Running high-quality schizophrenia trials in Los Angeles has not been operationally difficult for her site. The patient population is large. Her team has spent two decades building the infrastructure for wraparound support — transportation, meals, non-study medication refills when a patient can't reach their primary provider — that keeps patients retained through long study timelines without crossing the IRB line into therapeutic services. The IRB constraint is real: no social work, no group therapy, nothing that could improve outcomes independent of the drug. "If you follow the protocol, there's no gray area. It's very black and white. It's easy." But within those bounds, the difference between a site that keeps patients and a site that loses them is almost entirely about relationship infrastructure.
The Community Provider Disconnect
The biggest structural barrier to schizophrenia research in Los Angeles isn't recruitment — it's the broken relationship between research sites and the community psychiatrists who care for most patients with serious mental illness.
Community providers don't refer to clinical trials. The historical reason is straightforward: they've seen patients decompensate during inpatient studies, get dropped by the research site when the trial ends, and return to the community psychiatrist destabilized.
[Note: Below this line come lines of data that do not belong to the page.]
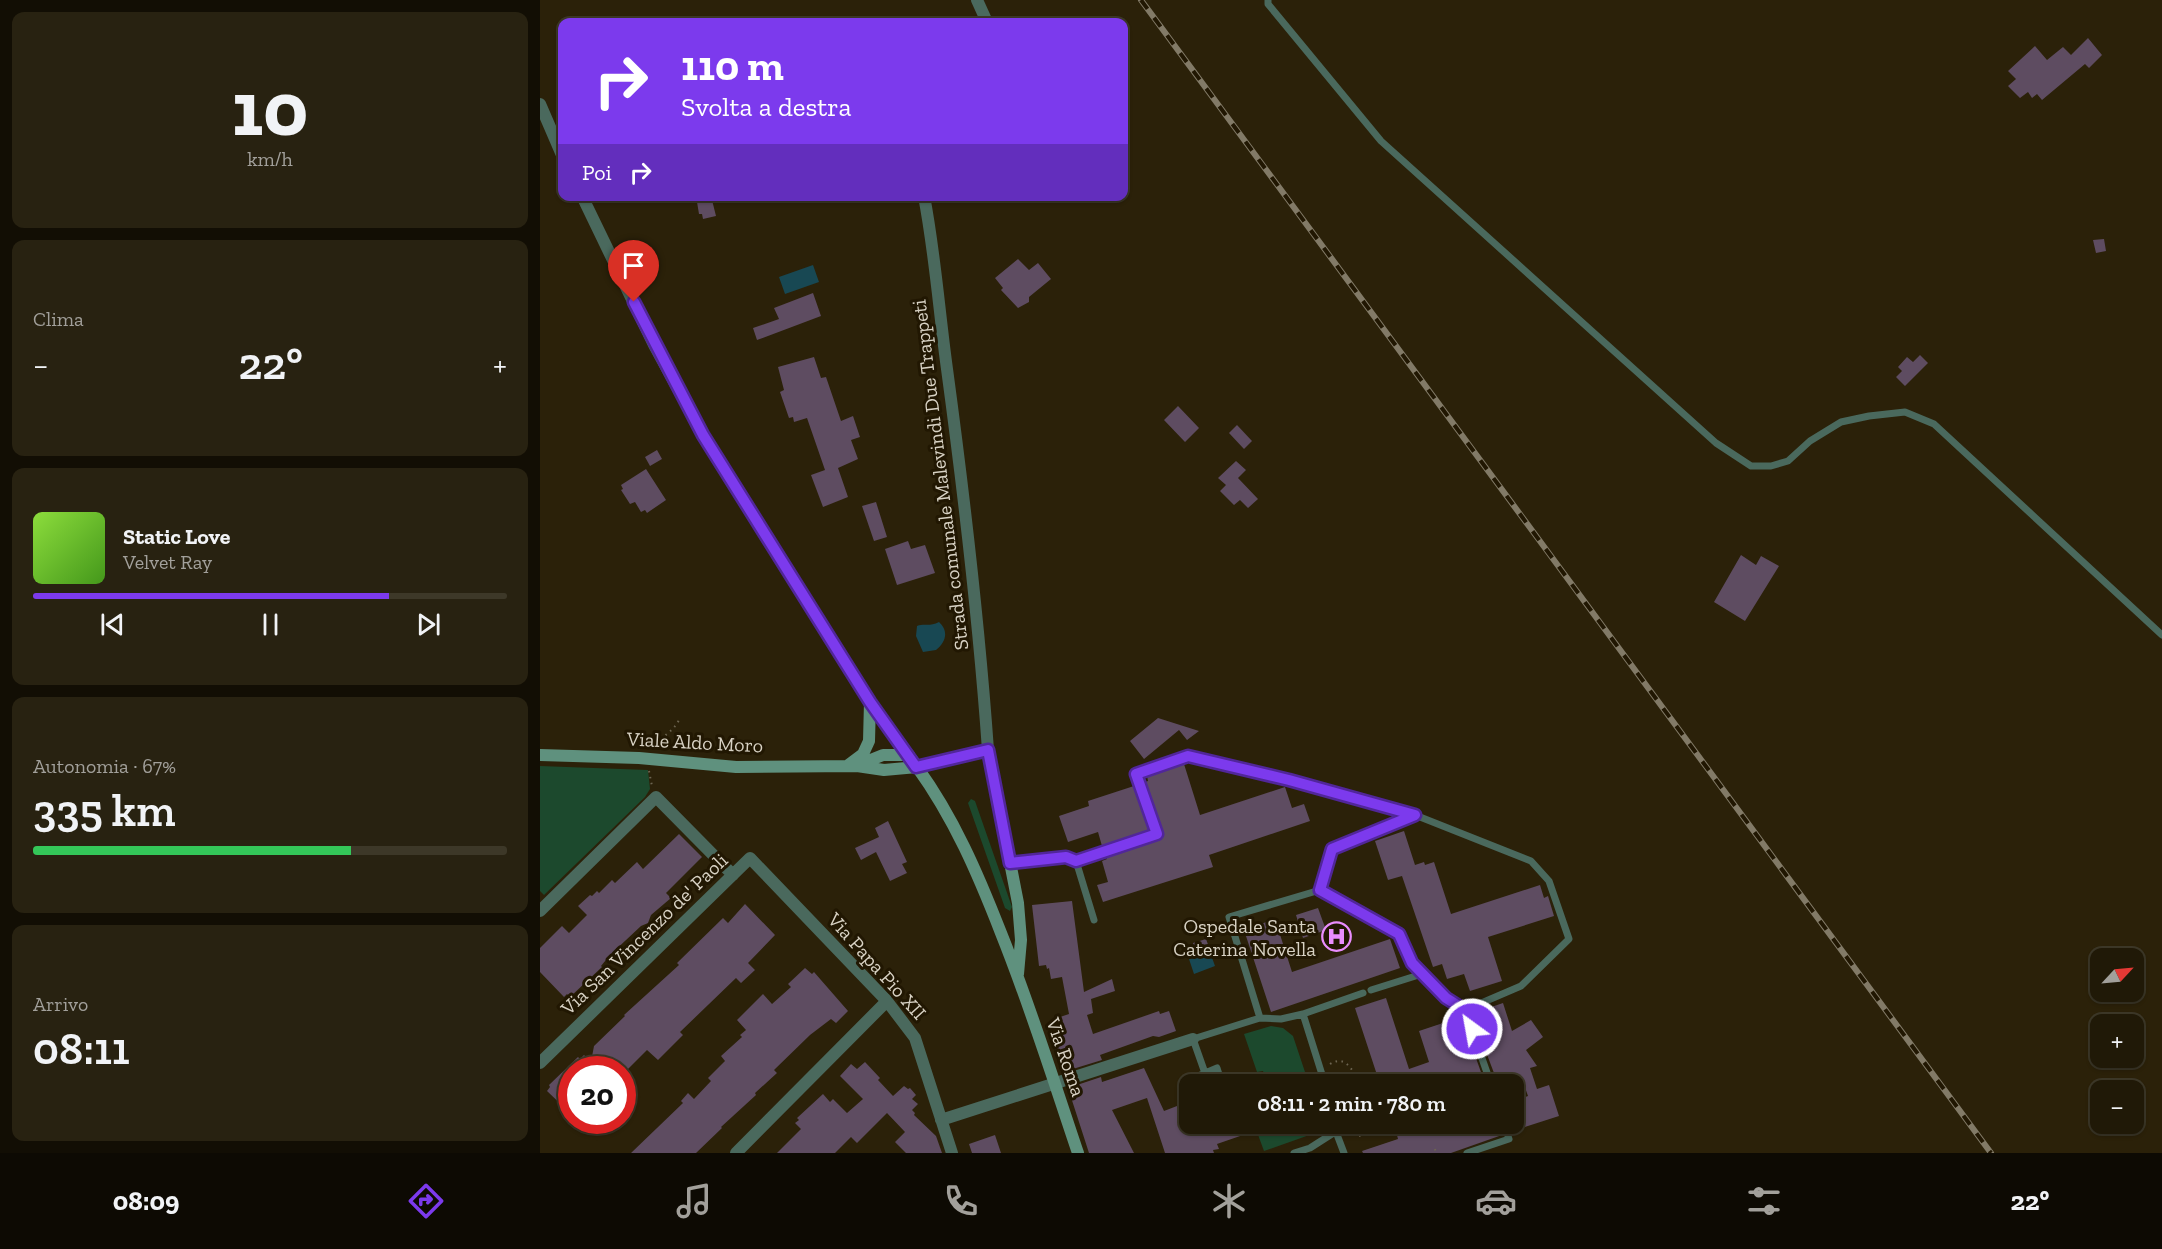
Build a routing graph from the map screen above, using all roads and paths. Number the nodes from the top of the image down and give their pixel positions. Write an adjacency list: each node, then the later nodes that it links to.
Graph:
1 (977, 0): 3 (street)
2 (1268, 0): 8 (lane)
3 (985, 18)
4 (540, 104): 5 (street)
5 (558, 146)
6 (584, 201): 9 (street)
7 (925, 201): 10 (street, Strada comunale Malevindi Due Trappeti)
8 (2162, 635)
9 (870, 702): 12 (street); 13 (main road)
10 (988, 750): 14 (main road, Viale Aldo Moro); 18 (main road)
11 (540, 754): 13 (main road, Viale Aldo Moro)
12 (909, 755): 13 (main road, Viale Aldo Moro); 14 (street)
13 (852, 766): 14 (main road, Viale Aldo Moro)
14 (916, 767): 23 (main road, Via Roma)
15 (1415, 815): 17 (lane); 20 (lane); 28 (lane)
16 (750, 858): 19 (street, Via San Vincenzo de' Paoli); 27 (street, Via Papa Pio XII)
17 (1076, 861): 18 (lane); 22 (lane)
18 (1010, 863): 23 (main road)
19 (733, 875): 21 (street); 32 (street, Via San Vincenzo de' Paoli)
20 (1320, 890): 24 (lane); 30 (lane)
21 (541, 908)
22 (1094, 920)
23 (1018, 974): 39 (main road, Via Roma)
24 (1422, 975): 25 (lane); 28 (lane)
25 (1371, 990)
26 (1363, 993): 29 (lane)
27 (887, 1001): 40 (street, Via Papa Pio XII); 47 (street)
28 (1465, 1010): 38 (lane)
29 (1303, 1014): 30 (lane); 33 (lane)
30 (1260, 1017): 31 (lane)
31 (1193, 1039): 34 (lane); 39 (street)
32 (540, 1063)
33 (1321, 1071): 36 (lane); 37 (path)
34 (1205, 1073): 35 (lane)
35 (1219, 1074)
36 (1322, 1074)
37 (1354, 1074)
38 (1487, 1074)
39 (1055, 1084): 40 (street); 49 (main road, Via Roma)
40 (941, 1120): 48 (street, Via Papa Pio XII)
41 (1332, 1134): 50 (lane)
42 (1336, 1134): 46 (lane)
43 (1364, 1134): 45 (path)
44 (1507, 1134): 51 (lane)
45 (1359, 1136)
46 (1341, 1152)
47 (736, 1153)
48 (952, 1153)
49 (1078, 1153)
50 (1294, 1153)
51 (1467, 1153)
For some sites, that is exactly what happens. The research episode ends, the site's financial relationship with the patient ends, and the clinical responsibility is tossed back.
Dr. Shirikjian's site operates differently. If a patient decompensates during an inpatient study, her site keeps them until they're restabilized — back to their baseline — before discharge. It doesn't always cost more. A follow-up visit and a quick refill for a patient who ran out of blood pressure medication two weeks after the study closed is a minor operational commitment. But it changes what the community relationship can look like.
The problem is that many community psychiatrists don't know that, and some don't want to know. She has gotten earfuls on calls that took fifteen attempts to connect — told she's a "bottom feeder" in the pockets of pharma. The hostility is real and it has material consequences for research. Sites that require medical records from the LA County Department of Mental Health have faced a process so convoluted — patients physically appearing at records offices, paying photocopy fees themselves, waiting six to eight weeks for records that need to arrive inside a two-to-four-week screening window — that some research sites decline studies with those documentation requirements entirely. Kaiser patients can pull their records on a phone in two minutes. The disparity shapes which studies get run and which patient populations get excluded.
Her ask of sponsors is simple: build the community relationship into the protocol. Not as an afterthought, but as a funded, structured part of study design. The sites that can show community providers a track record of responsible patient stewardship will unlock referral networks that sites without that track record cannot access.